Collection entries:
======
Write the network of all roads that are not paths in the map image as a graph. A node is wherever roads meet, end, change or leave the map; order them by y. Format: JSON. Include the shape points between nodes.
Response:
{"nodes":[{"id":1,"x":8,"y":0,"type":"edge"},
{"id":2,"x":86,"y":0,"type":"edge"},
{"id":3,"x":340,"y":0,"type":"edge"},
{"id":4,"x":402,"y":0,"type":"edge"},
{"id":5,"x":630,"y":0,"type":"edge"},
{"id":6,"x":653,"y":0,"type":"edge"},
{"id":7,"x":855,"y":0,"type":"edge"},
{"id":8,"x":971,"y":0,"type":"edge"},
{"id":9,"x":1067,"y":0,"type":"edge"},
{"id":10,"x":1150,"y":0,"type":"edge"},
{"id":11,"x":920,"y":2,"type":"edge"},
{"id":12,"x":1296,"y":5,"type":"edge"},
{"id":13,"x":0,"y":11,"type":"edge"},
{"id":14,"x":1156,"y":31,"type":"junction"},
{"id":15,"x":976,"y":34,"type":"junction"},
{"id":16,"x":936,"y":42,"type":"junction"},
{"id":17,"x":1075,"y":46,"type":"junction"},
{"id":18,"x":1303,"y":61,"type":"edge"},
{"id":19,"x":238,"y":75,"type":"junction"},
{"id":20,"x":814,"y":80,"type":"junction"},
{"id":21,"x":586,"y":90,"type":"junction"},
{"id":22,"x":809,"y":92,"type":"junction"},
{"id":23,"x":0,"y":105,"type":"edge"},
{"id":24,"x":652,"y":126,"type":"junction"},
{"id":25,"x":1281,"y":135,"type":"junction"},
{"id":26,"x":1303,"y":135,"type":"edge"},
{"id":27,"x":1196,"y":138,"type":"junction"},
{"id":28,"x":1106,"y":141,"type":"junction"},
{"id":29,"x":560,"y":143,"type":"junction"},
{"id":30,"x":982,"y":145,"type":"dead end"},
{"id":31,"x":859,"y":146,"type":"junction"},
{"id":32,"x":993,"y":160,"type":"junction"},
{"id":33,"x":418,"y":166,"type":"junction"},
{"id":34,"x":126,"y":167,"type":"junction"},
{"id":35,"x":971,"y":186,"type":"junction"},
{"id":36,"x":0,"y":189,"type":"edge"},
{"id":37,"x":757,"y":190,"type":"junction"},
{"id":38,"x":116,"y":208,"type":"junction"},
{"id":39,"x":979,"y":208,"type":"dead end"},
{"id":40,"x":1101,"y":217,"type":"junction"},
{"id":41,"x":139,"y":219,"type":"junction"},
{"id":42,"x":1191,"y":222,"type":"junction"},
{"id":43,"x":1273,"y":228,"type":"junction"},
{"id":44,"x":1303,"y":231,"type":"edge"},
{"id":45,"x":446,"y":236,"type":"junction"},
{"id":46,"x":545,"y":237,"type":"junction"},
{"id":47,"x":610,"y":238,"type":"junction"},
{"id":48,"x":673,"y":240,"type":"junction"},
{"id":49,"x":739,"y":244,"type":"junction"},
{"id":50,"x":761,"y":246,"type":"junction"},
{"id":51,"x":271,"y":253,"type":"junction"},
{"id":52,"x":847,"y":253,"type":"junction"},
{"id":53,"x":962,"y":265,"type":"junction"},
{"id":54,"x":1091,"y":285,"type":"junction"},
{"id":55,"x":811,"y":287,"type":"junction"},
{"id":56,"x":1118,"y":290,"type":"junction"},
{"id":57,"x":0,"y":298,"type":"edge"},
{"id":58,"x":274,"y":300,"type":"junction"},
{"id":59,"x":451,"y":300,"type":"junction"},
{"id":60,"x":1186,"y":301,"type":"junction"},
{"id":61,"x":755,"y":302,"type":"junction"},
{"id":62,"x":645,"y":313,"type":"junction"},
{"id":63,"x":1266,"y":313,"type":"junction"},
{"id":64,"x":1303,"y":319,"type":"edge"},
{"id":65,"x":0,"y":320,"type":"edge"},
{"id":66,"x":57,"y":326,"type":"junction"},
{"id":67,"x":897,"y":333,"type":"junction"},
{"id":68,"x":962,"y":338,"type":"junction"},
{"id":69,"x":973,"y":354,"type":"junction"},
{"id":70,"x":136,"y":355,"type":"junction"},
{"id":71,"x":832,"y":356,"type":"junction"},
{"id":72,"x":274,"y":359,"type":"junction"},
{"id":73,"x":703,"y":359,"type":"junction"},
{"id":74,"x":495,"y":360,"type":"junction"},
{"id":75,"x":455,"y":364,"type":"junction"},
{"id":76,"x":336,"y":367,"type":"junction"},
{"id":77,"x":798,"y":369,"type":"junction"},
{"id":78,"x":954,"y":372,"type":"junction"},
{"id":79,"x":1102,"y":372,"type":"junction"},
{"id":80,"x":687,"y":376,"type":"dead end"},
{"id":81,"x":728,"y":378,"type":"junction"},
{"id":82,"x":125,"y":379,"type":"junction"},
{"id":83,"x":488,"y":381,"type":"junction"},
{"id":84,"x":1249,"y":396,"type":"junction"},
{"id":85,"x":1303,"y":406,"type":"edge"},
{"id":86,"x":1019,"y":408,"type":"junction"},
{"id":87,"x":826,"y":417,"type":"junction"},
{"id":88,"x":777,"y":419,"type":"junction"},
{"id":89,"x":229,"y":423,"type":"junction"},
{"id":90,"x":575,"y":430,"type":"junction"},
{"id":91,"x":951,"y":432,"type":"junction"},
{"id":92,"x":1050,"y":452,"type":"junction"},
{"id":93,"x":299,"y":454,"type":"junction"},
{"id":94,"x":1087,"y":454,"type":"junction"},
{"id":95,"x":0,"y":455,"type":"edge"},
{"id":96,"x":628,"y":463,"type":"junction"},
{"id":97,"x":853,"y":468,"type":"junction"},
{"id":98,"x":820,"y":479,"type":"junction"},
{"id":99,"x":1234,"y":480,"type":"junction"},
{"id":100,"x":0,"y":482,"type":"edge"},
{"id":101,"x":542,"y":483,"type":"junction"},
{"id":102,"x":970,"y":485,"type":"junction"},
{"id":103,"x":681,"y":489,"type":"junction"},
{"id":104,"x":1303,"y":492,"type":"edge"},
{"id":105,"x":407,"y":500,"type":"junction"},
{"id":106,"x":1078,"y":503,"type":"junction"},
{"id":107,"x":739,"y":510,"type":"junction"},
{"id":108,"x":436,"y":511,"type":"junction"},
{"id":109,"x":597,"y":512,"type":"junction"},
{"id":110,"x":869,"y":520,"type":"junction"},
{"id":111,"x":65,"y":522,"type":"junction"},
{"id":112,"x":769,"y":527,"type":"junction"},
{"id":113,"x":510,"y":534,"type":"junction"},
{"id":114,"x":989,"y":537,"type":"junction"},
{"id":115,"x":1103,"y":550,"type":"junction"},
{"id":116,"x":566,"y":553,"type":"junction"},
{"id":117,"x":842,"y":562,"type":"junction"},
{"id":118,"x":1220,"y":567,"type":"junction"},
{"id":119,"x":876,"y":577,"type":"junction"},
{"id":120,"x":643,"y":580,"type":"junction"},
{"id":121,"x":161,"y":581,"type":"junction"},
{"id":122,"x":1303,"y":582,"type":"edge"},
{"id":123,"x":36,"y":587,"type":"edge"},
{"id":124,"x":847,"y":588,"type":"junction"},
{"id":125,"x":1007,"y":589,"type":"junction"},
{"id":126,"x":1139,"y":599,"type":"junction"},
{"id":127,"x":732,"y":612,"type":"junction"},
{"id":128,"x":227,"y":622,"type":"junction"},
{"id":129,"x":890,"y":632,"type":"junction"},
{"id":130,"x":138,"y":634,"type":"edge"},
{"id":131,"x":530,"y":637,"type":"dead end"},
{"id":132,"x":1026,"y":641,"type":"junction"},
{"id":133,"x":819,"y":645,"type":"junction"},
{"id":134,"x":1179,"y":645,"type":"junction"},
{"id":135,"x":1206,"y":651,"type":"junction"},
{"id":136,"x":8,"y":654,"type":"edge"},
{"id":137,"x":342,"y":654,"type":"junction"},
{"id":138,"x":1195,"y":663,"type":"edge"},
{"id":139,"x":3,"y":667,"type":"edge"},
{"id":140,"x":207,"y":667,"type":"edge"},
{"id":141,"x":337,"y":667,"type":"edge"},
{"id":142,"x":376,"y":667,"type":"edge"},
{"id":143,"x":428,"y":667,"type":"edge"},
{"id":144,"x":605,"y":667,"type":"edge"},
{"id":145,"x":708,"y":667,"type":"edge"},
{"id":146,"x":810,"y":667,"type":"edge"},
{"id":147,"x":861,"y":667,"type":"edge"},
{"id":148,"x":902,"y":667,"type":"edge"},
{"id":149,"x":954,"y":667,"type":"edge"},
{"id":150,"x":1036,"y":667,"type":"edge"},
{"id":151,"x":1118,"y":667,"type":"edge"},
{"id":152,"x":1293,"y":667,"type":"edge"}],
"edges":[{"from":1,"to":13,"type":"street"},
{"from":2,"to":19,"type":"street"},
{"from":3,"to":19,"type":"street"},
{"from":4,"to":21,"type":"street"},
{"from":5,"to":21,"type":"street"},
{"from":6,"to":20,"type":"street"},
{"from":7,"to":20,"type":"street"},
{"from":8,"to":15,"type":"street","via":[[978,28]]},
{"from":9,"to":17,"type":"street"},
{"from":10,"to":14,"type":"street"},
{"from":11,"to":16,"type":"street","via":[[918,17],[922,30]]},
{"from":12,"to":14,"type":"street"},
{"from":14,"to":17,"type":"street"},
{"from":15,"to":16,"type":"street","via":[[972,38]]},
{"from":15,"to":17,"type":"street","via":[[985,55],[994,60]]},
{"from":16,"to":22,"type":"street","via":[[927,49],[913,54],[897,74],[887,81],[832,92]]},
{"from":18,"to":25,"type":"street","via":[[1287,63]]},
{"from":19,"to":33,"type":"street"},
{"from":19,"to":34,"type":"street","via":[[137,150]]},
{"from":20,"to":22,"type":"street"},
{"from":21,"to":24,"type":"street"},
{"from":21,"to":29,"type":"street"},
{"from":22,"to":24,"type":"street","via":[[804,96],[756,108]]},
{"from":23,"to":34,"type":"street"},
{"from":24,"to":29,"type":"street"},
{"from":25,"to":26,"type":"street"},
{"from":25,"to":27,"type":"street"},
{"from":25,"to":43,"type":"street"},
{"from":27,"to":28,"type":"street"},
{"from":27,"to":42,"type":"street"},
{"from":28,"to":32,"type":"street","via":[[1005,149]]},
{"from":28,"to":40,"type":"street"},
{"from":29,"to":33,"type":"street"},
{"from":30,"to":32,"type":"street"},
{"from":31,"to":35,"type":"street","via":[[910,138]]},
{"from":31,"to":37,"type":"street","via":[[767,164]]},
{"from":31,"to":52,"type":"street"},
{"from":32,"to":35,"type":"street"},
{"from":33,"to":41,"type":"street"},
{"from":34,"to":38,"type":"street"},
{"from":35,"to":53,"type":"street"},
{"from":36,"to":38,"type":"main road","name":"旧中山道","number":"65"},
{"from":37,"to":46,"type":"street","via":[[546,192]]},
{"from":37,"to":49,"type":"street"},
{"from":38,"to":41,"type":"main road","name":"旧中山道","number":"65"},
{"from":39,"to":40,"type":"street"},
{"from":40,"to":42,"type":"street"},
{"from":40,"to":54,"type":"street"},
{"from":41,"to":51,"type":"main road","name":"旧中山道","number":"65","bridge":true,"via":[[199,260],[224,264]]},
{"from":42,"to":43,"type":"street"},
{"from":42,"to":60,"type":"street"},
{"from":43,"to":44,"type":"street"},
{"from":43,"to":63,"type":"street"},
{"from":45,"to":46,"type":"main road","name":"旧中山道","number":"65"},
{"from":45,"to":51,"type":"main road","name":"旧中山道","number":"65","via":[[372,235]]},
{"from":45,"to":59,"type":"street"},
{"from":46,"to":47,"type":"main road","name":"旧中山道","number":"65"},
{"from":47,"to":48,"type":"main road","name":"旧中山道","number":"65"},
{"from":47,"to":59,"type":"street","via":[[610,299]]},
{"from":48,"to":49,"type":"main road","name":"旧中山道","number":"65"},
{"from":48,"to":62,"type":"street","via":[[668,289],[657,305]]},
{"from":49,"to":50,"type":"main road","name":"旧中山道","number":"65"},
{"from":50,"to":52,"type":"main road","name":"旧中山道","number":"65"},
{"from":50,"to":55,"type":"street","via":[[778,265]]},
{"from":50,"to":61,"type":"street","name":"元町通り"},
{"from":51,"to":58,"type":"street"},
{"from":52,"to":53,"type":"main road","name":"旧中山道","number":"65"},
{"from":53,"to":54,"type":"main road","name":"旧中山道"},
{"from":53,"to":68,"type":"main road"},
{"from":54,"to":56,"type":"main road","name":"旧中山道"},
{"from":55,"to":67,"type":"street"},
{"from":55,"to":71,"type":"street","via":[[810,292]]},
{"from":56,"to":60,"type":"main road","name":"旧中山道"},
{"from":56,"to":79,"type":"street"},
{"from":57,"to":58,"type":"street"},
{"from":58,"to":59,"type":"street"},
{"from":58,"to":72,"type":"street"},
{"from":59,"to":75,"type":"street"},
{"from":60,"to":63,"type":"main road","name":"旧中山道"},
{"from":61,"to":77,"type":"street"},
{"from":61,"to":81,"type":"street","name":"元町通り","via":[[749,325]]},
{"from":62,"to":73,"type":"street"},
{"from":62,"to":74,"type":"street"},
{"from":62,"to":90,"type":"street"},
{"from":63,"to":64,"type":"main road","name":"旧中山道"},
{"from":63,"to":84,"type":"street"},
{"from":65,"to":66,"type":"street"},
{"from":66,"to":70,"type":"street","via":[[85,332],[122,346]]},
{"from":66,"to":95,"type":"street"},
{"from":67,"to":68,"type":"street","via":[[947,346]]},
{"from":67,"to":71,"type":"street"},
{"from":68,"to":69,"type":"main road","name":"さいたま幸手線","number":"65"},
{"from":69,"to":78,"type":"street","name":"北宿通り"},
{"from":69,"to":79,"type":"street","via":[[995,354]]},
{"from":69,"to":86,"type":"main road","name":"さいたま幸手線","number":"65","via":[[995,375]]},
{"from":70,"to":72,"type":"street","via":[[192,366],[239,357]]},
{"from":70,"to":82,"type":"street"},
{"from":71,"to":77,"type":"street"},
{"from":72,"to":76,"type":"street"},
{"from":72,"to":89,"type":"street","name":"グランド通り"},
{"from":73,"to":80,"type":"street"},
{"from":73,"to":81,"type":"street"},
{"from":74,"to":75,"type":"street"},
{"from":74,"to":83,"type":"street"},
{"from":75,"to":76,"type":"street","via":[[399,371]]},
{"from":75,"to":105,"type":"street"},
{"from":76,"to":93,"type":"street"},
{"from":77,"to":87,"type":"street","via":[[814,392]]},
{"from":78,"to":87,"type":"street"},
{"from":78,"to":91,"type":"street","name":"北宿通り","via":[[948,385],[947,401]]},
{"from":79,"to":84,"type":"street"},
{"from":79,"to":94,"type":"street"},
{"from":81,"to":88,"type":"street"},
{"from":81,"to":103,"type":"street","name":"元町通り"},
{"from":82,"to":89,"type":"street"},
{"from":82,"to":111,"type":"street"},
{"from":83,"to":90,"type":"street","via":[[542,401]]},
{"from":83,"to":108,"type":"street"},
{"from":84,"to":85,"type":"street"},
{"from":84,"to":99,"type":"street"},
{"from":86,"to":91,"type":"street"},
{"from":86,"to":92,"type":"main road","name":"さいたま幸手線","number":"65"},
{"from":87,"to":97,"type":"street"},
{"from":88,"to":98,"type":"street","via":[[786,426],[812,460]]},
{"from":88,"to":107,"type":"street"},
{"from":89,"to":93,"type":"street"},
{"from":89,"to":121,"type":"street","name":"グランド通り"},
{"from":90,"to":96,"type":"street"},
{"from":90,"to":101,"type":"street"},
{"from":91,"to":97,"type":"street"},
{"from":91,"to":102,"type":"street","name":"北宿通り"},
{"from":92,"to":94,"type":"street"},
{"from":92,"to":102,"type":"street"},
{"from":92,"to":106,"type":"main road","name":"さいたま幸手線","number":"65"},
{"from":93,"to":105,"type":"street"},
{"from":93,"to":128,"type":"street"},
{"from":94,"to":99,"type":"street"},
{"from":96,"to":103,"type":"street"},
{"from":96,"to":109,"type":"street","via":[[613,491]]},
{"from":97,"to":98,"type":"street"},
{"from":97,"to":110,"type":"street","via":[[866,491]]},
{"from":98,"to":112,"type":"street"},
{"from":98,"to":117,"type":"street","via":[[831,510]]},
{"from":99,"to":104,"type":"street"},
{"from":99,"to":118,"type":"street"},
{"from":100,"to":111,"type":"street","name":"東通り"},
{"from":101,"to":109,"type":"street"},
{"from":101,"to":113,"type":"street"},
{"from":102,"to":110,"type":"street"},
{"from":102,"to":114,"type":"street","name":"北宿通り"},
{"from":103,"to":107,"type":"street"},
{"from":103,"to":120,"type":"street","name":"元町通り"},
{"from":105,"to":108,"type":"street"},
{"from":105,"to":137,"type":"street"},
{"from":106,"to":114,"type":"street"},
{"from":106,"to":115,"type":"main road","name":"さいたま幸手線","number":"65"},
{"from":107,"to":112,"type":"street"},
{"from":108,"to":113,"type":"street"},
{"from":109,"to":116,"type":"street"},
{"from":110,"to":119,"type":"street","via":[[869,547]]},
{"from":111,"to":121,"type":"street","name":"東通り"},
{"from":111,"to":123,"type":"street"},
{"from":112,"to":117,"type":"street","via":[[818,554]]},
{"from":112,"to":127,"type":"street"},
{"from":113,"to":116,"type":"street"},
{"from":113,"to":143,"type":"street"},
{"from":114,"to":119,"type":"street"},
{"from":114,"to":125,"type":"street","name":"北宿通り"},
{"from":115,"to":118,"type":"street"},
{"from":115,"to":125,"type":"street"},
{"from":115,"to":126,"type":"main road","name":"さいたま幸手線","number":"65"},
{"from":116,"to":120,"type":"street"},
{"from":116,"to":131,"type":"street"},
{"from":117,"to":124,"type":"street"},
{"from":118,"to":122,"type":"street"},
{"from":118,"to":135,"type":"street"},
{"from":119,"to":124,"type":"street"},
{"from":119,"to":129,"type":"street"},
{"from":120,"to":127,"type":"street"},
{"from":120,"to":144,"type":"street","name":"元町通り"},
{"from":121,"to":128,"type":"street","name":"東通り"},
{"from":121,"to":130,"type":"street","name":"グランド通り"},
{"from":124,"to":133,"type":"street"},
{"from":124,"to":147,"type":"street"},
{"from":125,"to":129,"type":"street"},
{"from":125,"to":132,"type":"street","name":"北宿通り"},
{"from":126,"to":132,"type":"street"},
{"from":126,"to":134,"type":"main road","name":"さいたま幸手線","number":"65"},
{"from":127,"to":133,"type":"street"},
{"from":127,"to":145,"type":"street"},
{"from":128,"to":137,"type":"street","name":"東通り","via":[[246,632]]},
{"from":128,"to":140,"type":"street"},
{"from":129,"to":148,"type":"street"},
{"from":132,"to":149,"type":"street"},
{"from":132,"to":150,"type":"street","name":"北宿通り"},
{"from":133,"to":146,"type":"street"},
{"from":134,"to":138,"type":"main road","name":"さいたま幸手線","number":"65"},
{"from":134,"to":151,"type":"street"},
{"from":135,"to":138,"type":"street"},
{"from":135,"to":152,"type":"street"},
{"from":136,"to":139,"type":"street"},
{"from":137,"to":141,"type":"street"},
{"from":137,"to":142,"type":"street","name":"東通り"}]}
======
INSTRUCTIONS FOR THE TASK
In the data above, how many lines carry the string "nodes"? Only the number should be given.

RESPONSE
2